Ever heard of a timesink? You possibly came to this article via one. Dr Glen Anderson explains.
There have been recent accusations that a political data firm, Cambridge Analytica, used the Facebook profile information of millions of Americans to finesse Donald Trump’s 2016 Presidential victory.
This comes hot on the heels of accusations of social media interference (also known as ‘computational propaganda’) by Russian-backed troll factories in the same election against Democratic presidential candidate, Hillary Clinton.
Many observers are aghast, but just as many are unsurprised.
The primary purpose of ‘free’ social media platforms is to gather data from individual users, which can then be repackaged for a profit for, guess who – the social media company and its shareholders.
Increasingly, profits are being earned by marketing at the ‘granular level’, meaning that individual users are exposed to their own augmented social media realities.
The harvesting of Facebook profile information for political purposes should not, therefore, come as a shock. It is a natural extension of the platform’s commercial function.
The deeper question, however, is why are so many people obsessed with Facebook and social media? I have to confess that I find it all rather boring. So boring, in fact, that I walked away from Facebook years ago. The whole experience was visually invasive and informationally bizarre. I got tired of millions of food photos, miserable people posing for happy snaps, and the general tendency of everyone to compete with everyone else to try and project the image of their own social and material utopia.
Perhaps more deleterious to myself was the amount of time it took to maintain the Facebook account. It required an integration of innumerable electronic devices – most pervasively, the smartphone – and very little of any substance came out of the whole process.
In my job as a law lecturer, I am often called upon to provide career advice to law students. Of course, I stress that they must study hard to increase their chances of realising high marks. They must then land their first job, and work diligently to develop specific competencies in that position. They must also learn to work constructively with others and admit when they do not know the answers to novel and complex problems.
But, as an adjunct to this time-honoured advice, I increasingly stress the need to avoid the excessive expenditure of time and energy on Facebook and social media. To have any chance of success in the modern workplace and economy, it is imperative to not just work hard, but also smart. This means not exposing your mind – which has a finite capacity for concentration – to the (unproductive) fatigue that can be generated by excessive social media usage. This brain power can be allocated elsewhere, such as thinking laterally about a work-based problem, or to provide motivation to exercise and maintain a healthy lifestyle.
Facebook and other social media platforms are by design, time sinks. I encourage my students to consider how much extra work they might achieve, or how much extra mental energy they might have, if they were to limit or abstain from Facebook and social media. Might they not be more productive as students, and soon to be lawyers?

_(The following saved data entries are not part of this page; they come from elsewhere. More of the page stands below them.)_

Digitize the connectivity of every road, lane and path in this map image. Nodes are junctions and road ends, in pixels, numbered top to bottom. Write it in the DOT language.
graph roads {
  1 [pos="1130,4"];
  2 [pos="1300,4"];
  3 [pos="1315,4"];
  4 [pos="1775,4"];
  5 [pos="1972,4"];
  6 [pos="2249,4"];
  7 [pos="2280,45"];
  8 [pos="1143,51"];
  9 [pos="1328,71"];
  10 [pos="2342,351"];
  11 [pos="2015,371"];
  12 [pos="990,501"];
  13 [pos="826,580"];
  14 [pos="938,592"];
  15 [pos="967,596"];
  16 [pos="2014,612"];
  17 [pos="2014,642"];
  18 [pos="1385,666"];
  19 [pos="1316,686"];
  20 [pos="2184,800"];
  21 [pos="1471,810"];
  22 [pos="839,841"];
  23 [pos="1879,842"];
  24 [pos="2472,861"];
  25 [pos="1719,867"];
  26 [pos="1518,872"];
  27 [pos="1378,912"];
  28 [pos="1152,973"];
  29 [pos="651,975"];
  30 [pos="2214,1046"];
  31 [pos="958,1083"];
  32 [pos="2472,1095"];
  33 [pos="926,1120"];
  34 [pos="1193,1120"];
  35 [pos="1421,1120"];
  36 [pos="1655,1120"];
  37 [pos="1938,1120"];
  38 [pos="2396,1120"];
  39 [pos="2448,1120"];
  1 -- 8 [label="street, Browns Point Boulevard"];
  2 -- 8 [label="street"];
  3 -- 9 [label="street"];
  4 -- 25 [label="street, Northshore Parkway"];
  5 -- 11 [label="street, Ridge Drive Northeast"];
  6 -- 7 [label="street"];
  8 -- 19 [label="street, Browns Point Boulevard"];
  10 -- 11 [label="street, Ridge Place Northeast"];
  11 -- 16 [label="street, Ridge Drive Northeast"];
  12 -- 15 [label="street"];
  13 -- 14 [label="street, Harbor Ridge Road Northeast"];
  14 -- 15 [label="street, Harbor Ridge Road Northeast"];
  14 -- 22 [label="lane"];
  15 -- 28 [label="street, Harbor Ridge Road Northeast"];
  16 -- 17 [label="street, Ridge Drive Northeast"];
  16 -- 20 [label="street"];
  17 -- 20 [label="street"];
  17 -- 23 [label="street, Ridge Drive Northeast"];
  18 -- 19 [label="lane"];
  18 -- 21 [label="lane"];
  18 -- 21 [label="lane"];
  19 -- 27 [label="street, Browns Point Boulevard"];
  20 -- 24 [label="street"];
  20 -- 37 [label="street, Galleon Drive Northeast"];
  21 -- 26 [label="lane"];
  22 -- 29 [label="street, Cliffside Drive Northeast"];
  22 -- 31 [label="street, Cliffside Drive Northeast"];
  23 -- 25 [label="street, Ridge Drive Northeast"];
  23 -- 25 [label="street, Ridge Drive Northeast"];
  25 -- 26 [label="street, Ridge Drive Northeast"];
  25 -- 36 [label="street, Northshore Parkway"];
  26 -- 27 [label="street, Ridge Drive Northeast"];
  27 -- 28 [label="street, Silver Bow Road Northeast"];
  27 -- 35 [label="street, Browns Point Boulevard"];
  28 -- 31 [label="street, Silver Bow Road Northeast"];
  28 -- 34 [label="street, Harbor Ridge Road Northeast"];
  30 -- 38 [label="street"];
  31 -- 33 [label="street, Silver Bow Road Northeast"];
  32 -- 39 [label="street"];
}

I also encourage my students to consider the frivolity of social media – can it be said that any of the interactions on the various platforms advance solid outcomes? Does it result in healthier friendships? Are the digital interactions emotionally fulfilling? Does it result in an enhanced career life? Are dancing cat videos really so important?
Social media can also be highly negative when seeking employment. Prospective employers sift through profiles and – if privacy settings are not maintained – voyeuristically peer into private lives to draw all sorts of unfounded conclusions.
But the workplace problems do not stop there. We have all heard stories of work colleagues weaponising social media to inform on their Facebook “friends” to superiors for their own nefarious reasons. Social media can be a significant workplace liability.
Younger members of the workplace are particularly vulnerable for two reasons: they are most likely to have prolific engagement with social media, and they tend to be junior, which makes them easy prey for more senior colleagues.
Perhaps the increasing weaponisation of social media is one of the reasons why younger people are developing two profiles: a public ‘shopfront’ or ‘image-driven’ profile, and a more limited ‘private’ or ‘real’ profile. But is this bifurcation a step too far? Does it not hint at the very problems in social media itself, namely, its susceptibility to abuse, voyeurism, and superficiality?
And this says nothing of the inherent platform addictiveness and manipulation (the ‘social validation feedback loop’), which sees users unwittingly devoting their time and energies to various algorithmic stimuli.
Of course, there are many people who will remain committed to social media. But there are now enough systemic problems emerging to place a serious question mark over its utility.
What are the implications for democracy? What are the privacy implications? What are the workplace implications? What are the mental and emotional fatigue implications? What are the psychological implications, particularly for vulnerable young people attempting to define their character and realise their position in society?
If we want to achieve more concrete and positive outcomes in our real lives, then perhaps we should step away from the marketing and data-mining phenomenon that is social media.